In the spirit of Barry Jr.: Bingham handpicked rare French oratorio for Saturday’s free memorial concert

The Barry Bingham Jr. Memorial Concert: will be Saturday, Sept. 23 at the U of L School of Music (Belknap Campus), Comstock Hall.

The Barry Bingham Jr. Memorial Concert: will be Saturday, Sept. 23 at the U of L School of Music (Belknap Campus), Comstock Hall.

Right off hand, the musical selection for the Barry Bingham Jr. Memorial Concert this Saturday at Comstock Hall might not sound inspiring, as it includes an obscure work, which could bring every chance of putting the audience to sleep. The piece — “Mors et Vita,” by French composer Charles Gounod — was selected by Bingham himself, for a public concert that was one of his last wishes before his death in April. It is so far out of the standard repertory that it’s almost unknown. Look it up in an old book and about all you’ll find is the title, and that it’s an oratorio — a musical format generally guaranteed to keep audiences away in droves.

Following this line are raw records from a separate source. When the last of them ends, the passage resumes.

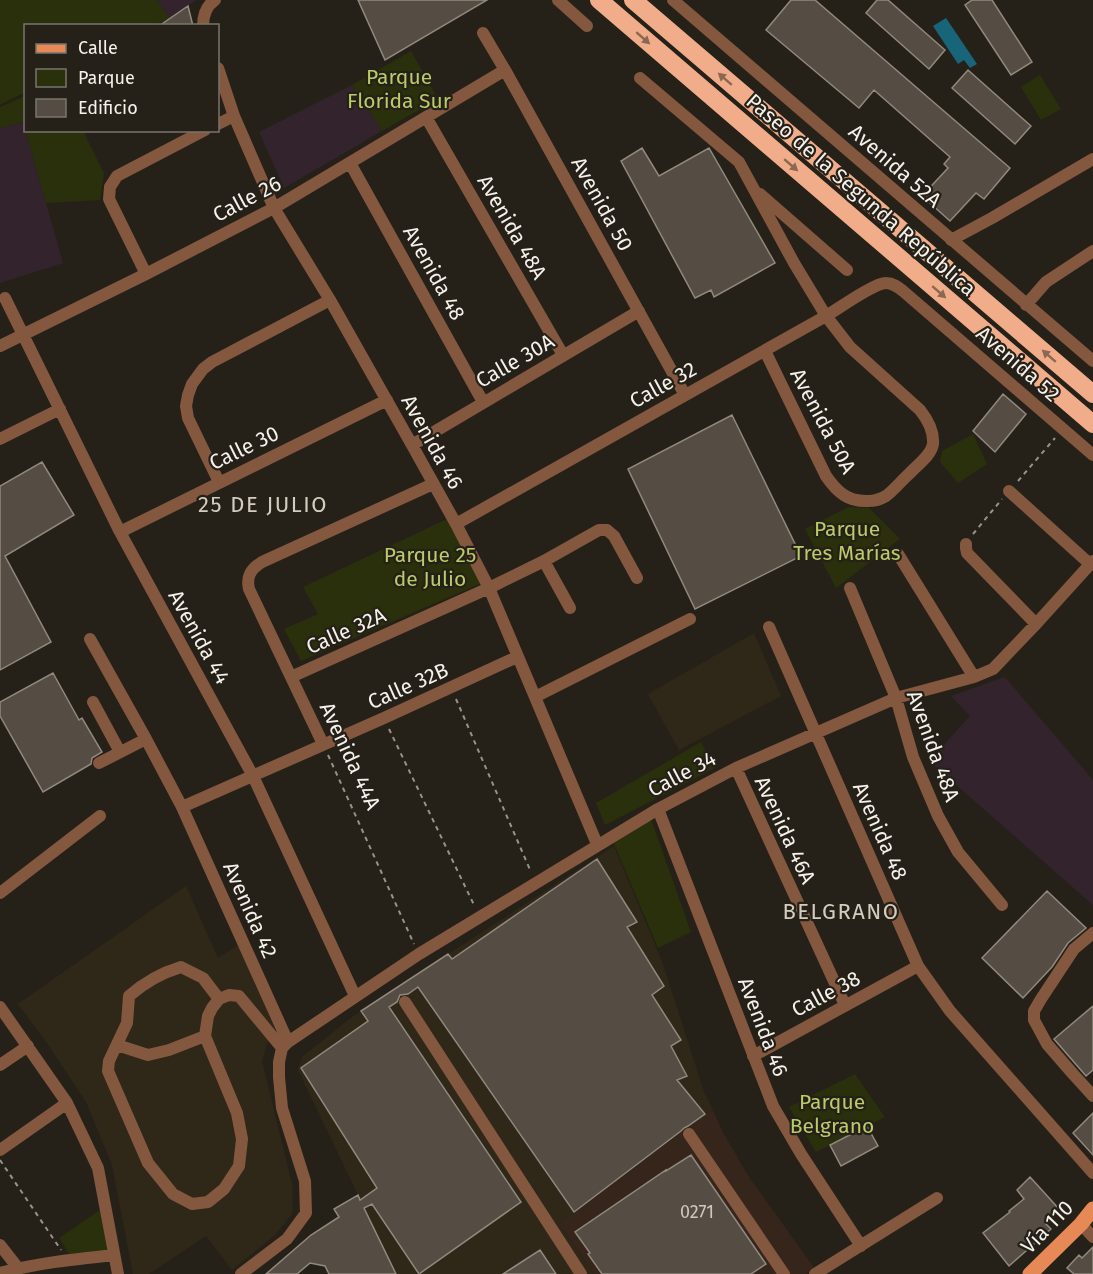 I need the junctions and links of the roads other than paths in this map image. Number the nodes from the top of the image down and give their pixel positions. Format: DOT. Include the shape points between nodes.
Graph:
graph roads {
  1 [pos="215,0"];
  2 [pos="558,0"];
  3 [pos="599,0"];
  4 [pos="633,0"];
  5 [pos="673,0"];
  6 [pos="204,20"];
  7 [pos="587,26"];
  8 [pos="483,33"];
  9 [pos="505,70"];
  10 [pos="219,71"];
  11 [pos="640,78"];
  12 [pos="234,116"];
  13 [pos="426,117"];
  14 [pos="219,124"];
  15 [pos="201,132"];
  16 [pos="1093,159"];
  17 [pos="350,163"];
  18 [pos="754,189"];
  19 [pos="274,208"];
  20 [pos="951,240"];
  21 [pos="1093,250"];
  22 [pos="846,270"];
  23 [pos="146,274"];
  24 [pos="889,283"];
  25 [pos="5,298"];
  26 [pos="330,300"];
  27 [pos="1026,305"];
  28 [pos="639,311"];
  29 [pos="826,316"];
  30 [pos="24,335"];
  31 [pos="0,346"];
  32 [pos="765,351"];
  33 [pos="563,355"];
  34 [pos="1092,357"];
  35 [pos="1093,394"];
  36 [pos="685,395"];
  37 [pos="387,400"];
  38 [pos="483,402"];
  39 [pos="60,409"];
  40 [pos="1093,424"];
  41 [pos="0,439"];
  42 [pos="412,445"];
  43 [pos="1093,455"];
  44 [pos="219,482"];
  45 [pos="434,484"];
  46 [pos="1009,491"];
  47 [pos="456,524"];
  48 [pos="120,532"];
  49 [pos="966,544"];
  50 [pos="898,554"];
  51 [pos="544,561"];
  52 [pos="1092,562"];
  53 [pos="637,578"];
  54 [pos="489,588"];
  55 [pos="849,588"];
  56 [pos="570,608"];
  57 [pos="690,620"];
  58 [pos="1036,624"];
  59 [pos="769,627"];
  60 [pos="90,639"];
  61 [pos="517,657"];
  62 [pos="291,677"];
  63 [pos="974,678"];
  64 [pos="535,698"];
  65 [pos="896,698"];
  66 [pos="93,702"];
  67 [pos="815,732"];
  68 [pos="146,739"];
  69 [pos="323,744"];
  70 [pos="120,752"];
  71 [pos="99,763"];
  72 [pos="736,768"];
  73 [pos="253,776"];
  74 [pos="182,807"];
  75 [pos="657,808"];
  76 [pos="100,816"];
  77 [pos="597,844"];
  78 [pos="0,893"];
  79 [pos="1002,905"];
  80 [pos="1093,933"];
  81 [pos="918,966"];
  82 [pos="355,996"];
  83 [pos="219,999"];
  84 [pos="405,1002"];
  85 [pos="844,1005"];
  86 [pos="0,1007"];
  87 [pos="205,1036"];
  88 [pos="117,1045"];
  89 [pos="285,1045"];
  90 [pos="28,1046"];
  91 [pos="753,1056"];
  92 [pos="0,1065"];
  93 [pos="1093,1096"];
  94 [pos="67,1103"];
  95 [pos="689,1134"];
  96 [pos="0,1150"];
  97 [pos="1093,1173"];
  98 [pos="937,1198"];
  99 [pos="1093,1209"];
  100 [pos="1081,1224"];
  101 [pos="1093,1237"];
  102 [pos="0,1245"];
  103 [pos="861,1246"];
  104 [pos="114,1255"];
  105 [pos="18,1268"];
  106 [pos="0,1273"];
  107 [pos="118,1274"];
  108 [pos="241,1274"];
  109 [pos="581,1274"];
  110 [pos="784,1274"];
  111 [pos="816,1274"];
  112 [pos="1030,1274"];
  1 -- 6 [label="street" via="208,6"];
  2 -- 7 [label="street"];
  3 -- 40 [label="highway, Paseo de la Segunda República, one-way"];
  35 -- 4 [label="highway, Paseo de la Segunda República, one-way"];
  5 -- 20 [label="street, Avenida 52A"];
  8 -- 9 [label="street, Avenida 50"];
  9 -- 13 [label="street, Calle 26"];
  9 -- 28 [label="street, Avenida 50"];
  10 -- 12 [label="street, Avenida 46"];
  11 -- 18 [label="street" via="739,162"];
  12 -- 14 [label="street"];
  12 -- 19 [label="street, Avenida 46"];
  13 -- 17 [label="street, Calle 26"];
  13 -- 33 [label="street, Avenida 48A"];
  15 -- 23 [label="street" via="117,176 110,187 110,199"];
  16 -- 20 [label="street"];
  17 -- 19 [label="street, Calle 26"];
  17 -- 38 [label="street, Avenida 48"];
  18 -- 22 [label="street"];
  18 -- 29 [label="street"];
  19 -- 23 [label="street, Calle 26"];
  19 -- 26 [label="street, Avenida 46"];
  20 -- 27 [label="street, Avenida 52A"];
  21 -- 27 [label="street" via="1046,282"];
  23 -- 30 [label="street, Calle 26"];
  24 -- 29 [label="street, Calle 32" via="880,284"];
  24 -- 43 [label="street, Avenida 52"];
  25 -- 30 [label="street, Avenida 44"];
  26 -- 37 [label="street, Avenida 46"];
  26 -- 44 [label="street" via="212,362 192,384 187,400 188,418"];
  27 -- 34 [label="street, Avenida 52A"];
  28 -- 33 [label="street, Calle 30A"];
  28 -- 36 [label="street, Avenida 50"];
  29 -- 32 [label="street, Calle 32"];
  29 -- 32 [label="street, Avenida 50A" via="850,347 920,410 930,425 933,440 929,454 886,496 856,501 839,492 826,476"];
  30 -- 31 [label="street, Calle 26"];
  30 -- 39 [label="street, Avenida 44"];
  32 -- 36 [label="street, Calle 32"];
  33 -- 38 [label="street, Calle 30A"];
  36 -- 47 [label="street, Calle 32"];
  37 -- 42 [label="street, Avenida 46"];
  37 -- 44 [label="street, Calle 30"];
  38 -- 42 [label="street, Calle 30A"];
  39 -- 41 [label="street"];
  39 -- 48 [label="street, Avenida 44"];
  42 -- 45 [label="street, Avenida 46"];
  44 -- 48 [label="street, Calle 30"];
  45 -- 47 [label="street, Avenida 46"];
  45 -- 62 [label="street, Avenida 44A" via="262,562 249,574 249,589"];
  46 -- 52 [label="street"];
  47 -- 54 [label="street, Avenida 46"];
  48 -- 73 [label="street, Avenida 44"];
  49 -- 58 [label="street" via="967,553"];
  50 -- 63 [label="street"];
  51 -- 53 [label="street, Calle 32A" via="605,529 618,541"];
  51 -- 54 [label="street, Calle 32A"];
  51 -- 56 [label="street"];
  52 -- 58 [label="street, Calle 34"];
  54 -- 61 [label="street, Avenida 46"];
  54 -- 62 [label="street, Calle 32A"];
  55 -- 65 [label="street, Avenida 48A"];
  57 -- 64 [label="street"];
  58 -- 63 [label="street, Calle 34" via="995,667"];
  59 -- 67 [label="street, Avenida 48"];
  60 -- 68 [label="street, Avenida 42"];
  61 -- 64 [label="street, Avenida 46"];
  61 -- 69 [label="street, Calle 32B"];
  62 -- 69 [label="street, Avenida 44A"];
  63 -- 65 [label="street, Calle 34"];
  64 -- 77 [label="street, Avenida 46"];
  65 -- 67 [label="street, Calle 34"];
  65 -- 79 [label="street, Avenida 48A" via="913,757 938,816 958,852"];
  66 -- 70 [label="street"];
  67 -- 72 [label="street, Calle 34"];
  67 -- 81 [label="street, Avenida 48"];
  68 -- 70 [label="street"];
  68 -- 74 [label="street, Avenida 42"];
  69 -- 73 [label="street, Calle 32B"];
  70 -- 71 [label="street"];
  72 -- 75 [label="street, Calle 34"];
  72 -- 85 [label="street, Avenida 46A"];
  73 -- 74 [label="street, Calle 32B"];
  73 -- 82 [label="street, Avenida 44"];
  74 -- 89 [label="street, Avenida 42"];
  75 -- 77 [label="street, Calle 34"];
  75 -- 91 [label="street, Avenida 46"];
  76 -- 78 [label="street"];
  77 -- 82 [label="street, Calle 34"];
  80 -- 93 [label="street" via="1074,949 1041,999 1034,1020 1047,1044"];
  81 -- 85 [label="street, Calle 38"];
  81 -- 97 [label="street, Avenida 48" via="950,1011"];
  82 -- 89 [label="street, Calle 34"];
  83 -- 87 [label="street" via="208,1016"];
  83 -- 88 [label="street" via="203,978 181,967 163,973 129,996 127,1023"];
  83 -- 89 [label="street" via="239,996"];
  84 -- 109 [label="street"];
  85 -- 91 [label="street, Calle 38"];
  86 -- 90 [label="street"];
  87 -- 88 [label="street" via="148,1055"];
  87 -- 88 [label="street" via="237,1113 242,1139 239,1166 224,1189 208,1202 192,1204 173,1194 148,1163 108,1071"];
  89 -- 108 [label="street, Avenida 42" via="279,1062 282,1108 305,1180 306,1213 287,1239"];
  90 -- 92 [label="street"];
  90 -- 94 [label="street"];
  91 -- 103 [label="street, Avenida 46" via="773,1106"];
  94 -- 96 [label="street"];
  94 -- 104 [label="street" via="98,1168"];
  95 -- 110 [label="street"];
  98 -- 103 [label="street"];
  99 -- 100 [label="main road, Vía 110"];
  100 -- 101 [label="street"];
  100 -- 112 [label="main road, Vía 110"];
  102 -- 105 [label="street"];
  103 -- 111 [label="street"];
  104 -- 105 [label="street"];
  104 -- 107 [label="street"];
  105 -- 106 [label="street"];
}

But concertgoers might be very surprised at what they hear, said James Rightmyer, the director of the Bingham concert. While “Mors et Vita” is by a French composer, it is not, he says, the music of the powdered-wig set at the French court.

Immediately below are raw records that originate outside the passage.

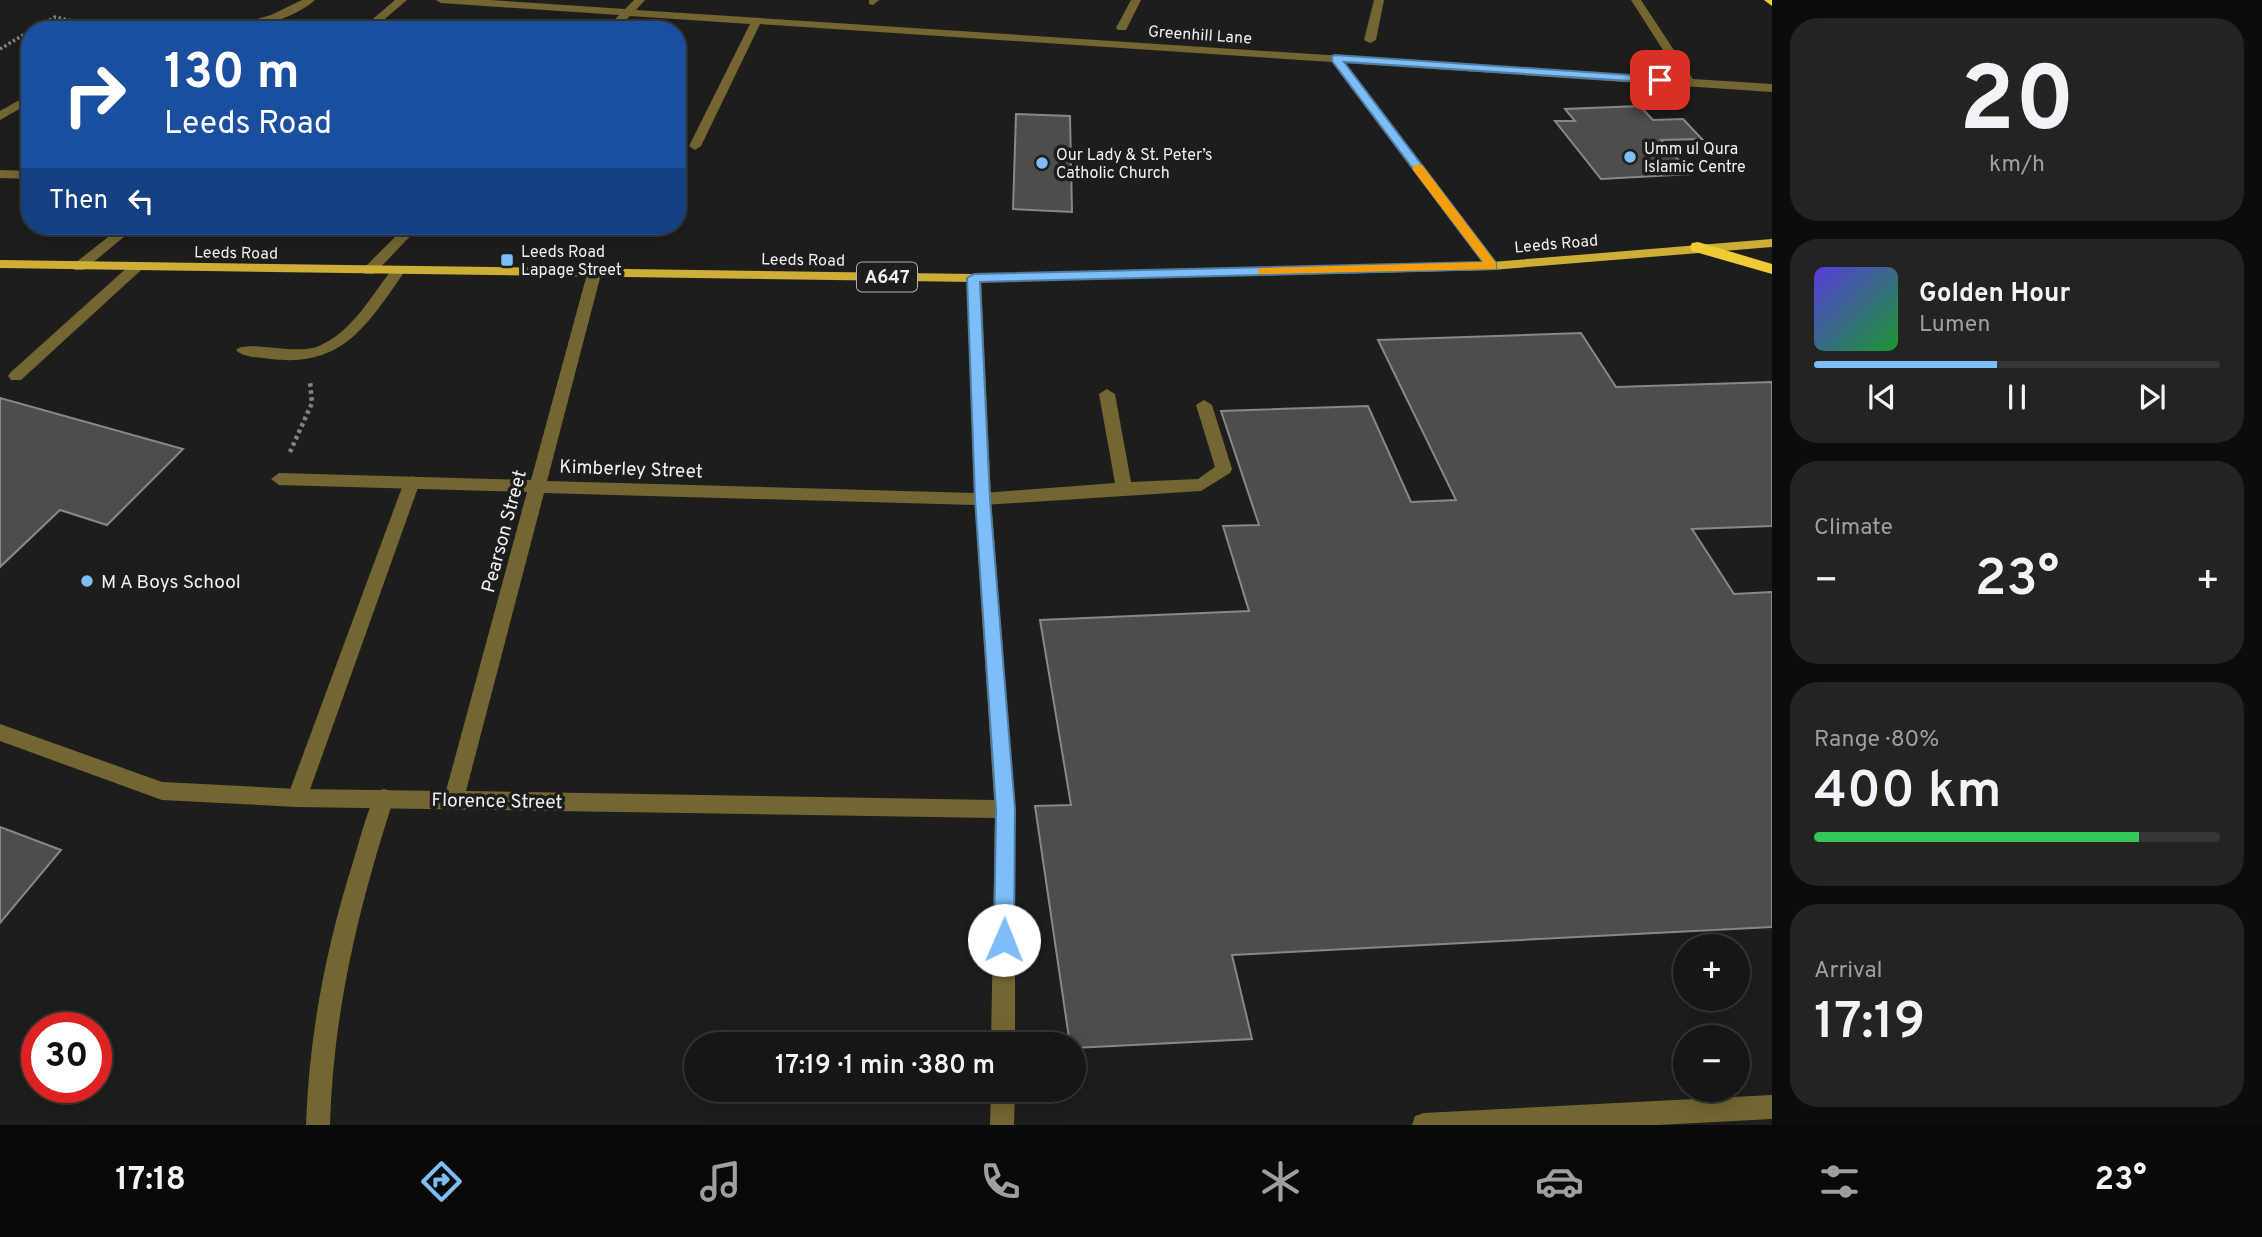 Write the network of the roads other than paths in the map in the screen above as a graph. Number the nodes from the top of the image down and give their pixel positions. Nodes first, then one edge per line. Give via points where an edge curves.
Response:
1 (310, 0) edge
2 (402, 0) edge
3 (441, 0) edge
4 (640, 0) edge
5 (1136, 0) edge
6 (1379, 0) edge
7 (1636, 0) edge
8 (626, 13) junction
9 (259, 21) edge
10 (376, 21) edge
11 (618, 21) edge
12 (756, 22) junction
13 (1122, 28) dead end
14 (1370, 40) dead end
15 (1335, 58) junction
16 (1688, 81) junction
17 (1772, 88) edge
18 (21, 103) edge
19 (0, 116) edge
20 (695, 146) dead end
21 (0, 174) edge
22 (21, 175) edge
23 (119, 235) edge
24 (404, 235) edge
25 (1772, 243) edge
26 (1698, 247) junction
27 (0, 264) edge
28 (1492, 266) junction
29 (79, 267) junction
30 (135, 268) junction
31 (1772, 269) edge
32 (369, 271) junction
33 (398, 271) junction
34 (594, 274) junction
35 (974, 278) junction
36 (243, 350) dead end
37 (16, 376) dead end
38 (1107, 394) dead end
39 (1204, 405) dead end
40 (279, 479) road end
41 (412, 482) junction
42 (537, 486) junction
43 (1124, 488) junction
44 (983, 499) junction
45 (0, 732) edge
46 (297, 797) junction
47 (384, 798) junction
48 (453, 799) junction
49 (1005, 809) junction
50 (1003, 1032) edge
51 (1003, 1102) edge
52 (1772, 1107) edge
53 (318, 1125) edge
54 (1002, 1125) edge
55 (1424, 1125) edge

1 - 9 street
2 - 10 street
3 - 8 street, Greenhill Lane
4 - 8 street
5 - 13 street
6 - 14 street
7 - 16 street
8 - 11 street
8 - 12 street, Greenhill Lane
12 - 15 street, Greenhill Lane
12 - 20 street
15 - 16 street, Greenhill Lane
15 - 28 street
16 - 17 street, Greenhill Lane
18 - 19 street
21 - 22 street
23 - 29 street
24 - 32 street
25 - 26 main road, Leeds Road / A647
26 - 28 main road, Leeds Road / A647
26 - 31 highway
27 - 29 main road, Leeds Road / A647
28 - 35 main road, Leeds Road / A647
29 - 30 main road, Leeds Road / A647
30 - 32 main road, Leeds Road / A647
30 - 37 street
32 - 33 main road, Leeds Road / A647
33 - 34 main road, Leeds Road / A647
33 - 36 street via 337,344 308,355
34 - 35 main road, Leeds Road / A647
34 - 42 street, Pearson Street
35 - 44 street
38 - 43 street
39 - 43 street, Kimberley Street via 1224,469 1201,485
40 - 41 street, Kimberley Street
41 - 42 street, Kimberley Street
41 - 46 street
42 - 44 street, Kimberley Street
42 - 48 street, Pearson Street
43 - 44 street, Kimberley Street
44 - 49 street
45 - 46 street, Florence Street via 162,791
46 - 47 street, Florence Street
47 - 48 street, Florence Street
47 - 53 street via 359,870 341,946 327,1022
48 - 49 street, Florence Street
49 - 50 street
51 - 54 street
52 - 55 street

“I would think more in terms of grand romantic — the orchestras of Tchaikovsky and Brahms,” said Rightmyer, music director at Louisville’s St. Francis in the Fields Episcopal Church. “It is extremely beautiful. I think people are going to hear the melodies and think they’ve always known them.”

The personnel required to perform the work offers a glimpse into the scale of the event: Full orchestra, full chorus and four accomplished soloists.

Deborah Sandler, former director of Kentucky Opera who is producing the concert, reached into her Rolodex of talent to select the four Metropolitan Opera-level soloists: mezzo-soprano Jane Gilbert, baritone John Hancock, soprano Kelly Kaduce and tenor Garrett Sorenson.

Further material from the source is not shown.